Ascension Program to Take Rocketry to the Next Level

We’ve learned a lot over this past year with the Progenitor program, mostly that we still have much more to learn when it comes to building and flying rockets. The only way we’re going to get that additional knowledge is by trying and the time has come to try to establish a permanent presence in space. The Ascension program will aim for the goal of placing a probe into orbit next year!

What’s In a Name?

Rockets go up, and going upwards can also be referred to as ascending, which is probably the first thing that would come to someone’s mind when seeing a rocket program called Ascension. There’s a double-meaning here though, because the word ascension can mean more than simply going up, but also reaching a new level or higher position.
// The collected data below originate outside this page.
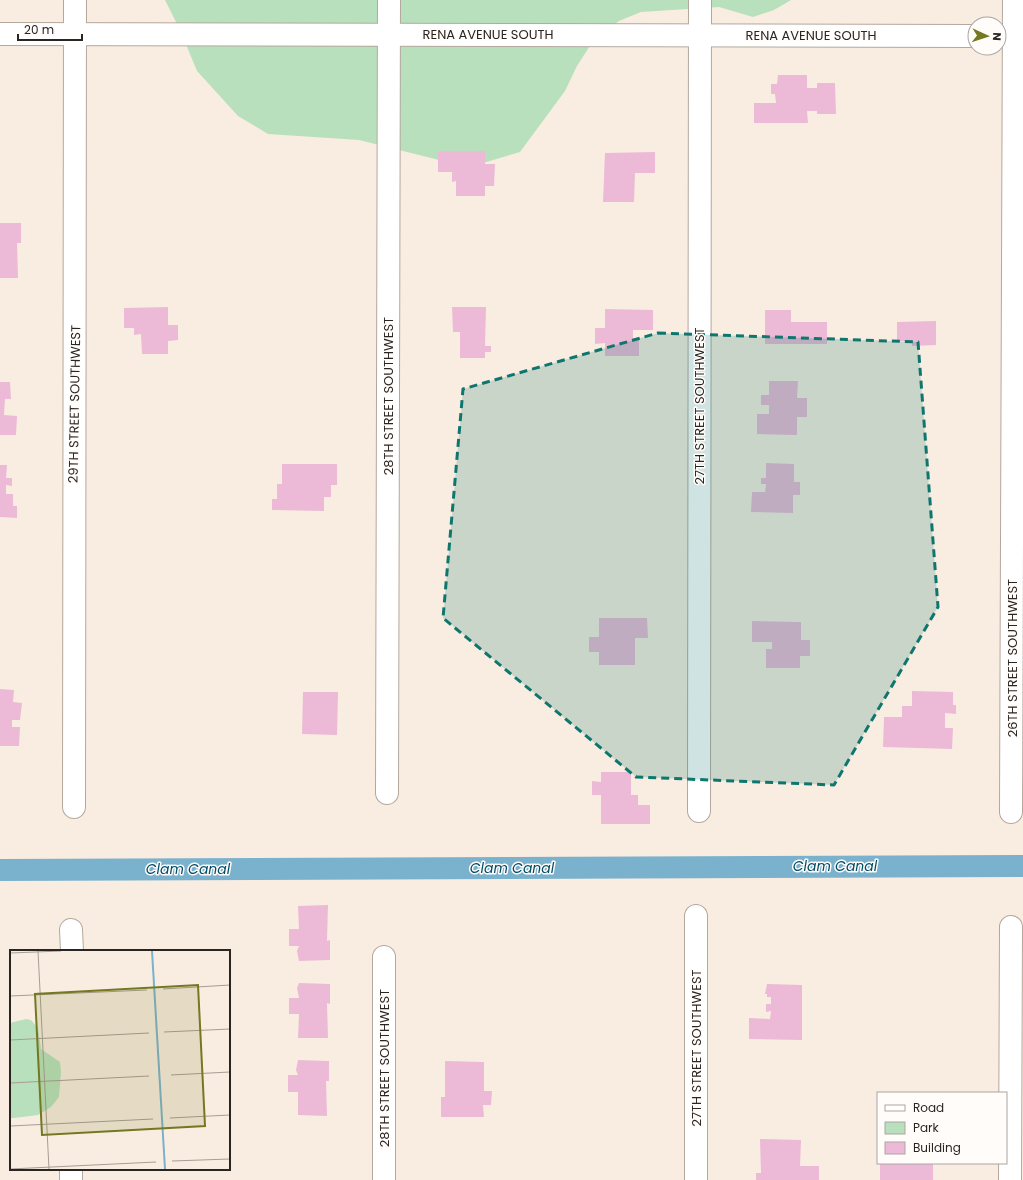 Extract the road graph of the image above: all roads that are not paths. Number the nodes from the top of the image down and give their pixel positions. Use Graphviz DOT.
graph roads {
  1 [pos="75,0"];
  2 [pos="389,0"];
  3 [pos="700,0"];
  4 [pos="1014,0"];
  5 [pos="0,34"];
  6 [pos="75,34"];
  7 [pos="389,34"];
  8 [pos="700,35"];
  9 [pos="967,36"];
  10 [pos="1012,36"];
  11 [pos="387,793"];
  12 [pos="74,807"];
  13 [pos="699,811"];
  14 [pos="1011,812"];
  15 [pos="696,916"];
  16 [pos="1011,927"];
  17 [pos="72,930"];
  18 [pos="72,950"];
  19 [pos="384,957"];
  20 [pos="384,1180"];
  21 [pos="696,1180"];
  22 [pos="1010,1180"];
  1 -- 6 [label="street, 29TH STREET SOUTHWEST"];
  2 -- 7 [label="street, 28TH STREET SOUTHWEST"];
  3 -- 8 [label="street, 27TH STREET SOUTHWEST"];
  4 -- 10 [label="street, 26TH STREET SOUTHWEST"];
  5 -- 6 [label="street, RENA AVENUE SOUTH"];
  6 -- 7 [label="street, RENA AVENUE SOUTH"];
  6 -- 12 [label="street, 29TH STREET SOUTHWEST"];
  7 -- 8 [label="street, RENA AVENUE SOUTH"];
  7 -- 11 [label="street, 28TH STREET SOUTHWEST"];
  8 -- 9 [label="street, RENA AVENUE SOUTH"];
  8 -- 13 [label="street, 27TH STREET SOUTHWEST"];
  10 -- 14 [label="street, 26TH STREET SOUTHWEST"];
  15 -- 21 [label="street, 27TH STREET SOUTHWEST"];
  16 -- 22 [label="street"];
  17 -- 18 [label="street"];
  19 -- 20 [label="street, 28TH STREET SOUTHWEST"];
}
We are indeed aiming above what has been achieved before and even though we can already send rockets higher than the altitudes we would initially aim to orbit at, staying up there is a whole new level of technology and knowledge. Speaking of technology…

Getting to Orbit

We already have the power to reach orbit. Based on the performance of the Progeny Mk5 Block I we’ve calculated the Block II has enough Δv to insert into a very eccentric orbit with a perikee 20-50km outside of the atmosphere. This would be horribly complex to achieve however because the Mk5 lacks the ability to control its flight path other than to coast between burns and let its nose fall to flatten out the trajectory. The timing would need to be very precise and well-calculated, especially since none of the engines can be lit more than once and only one can be throttled.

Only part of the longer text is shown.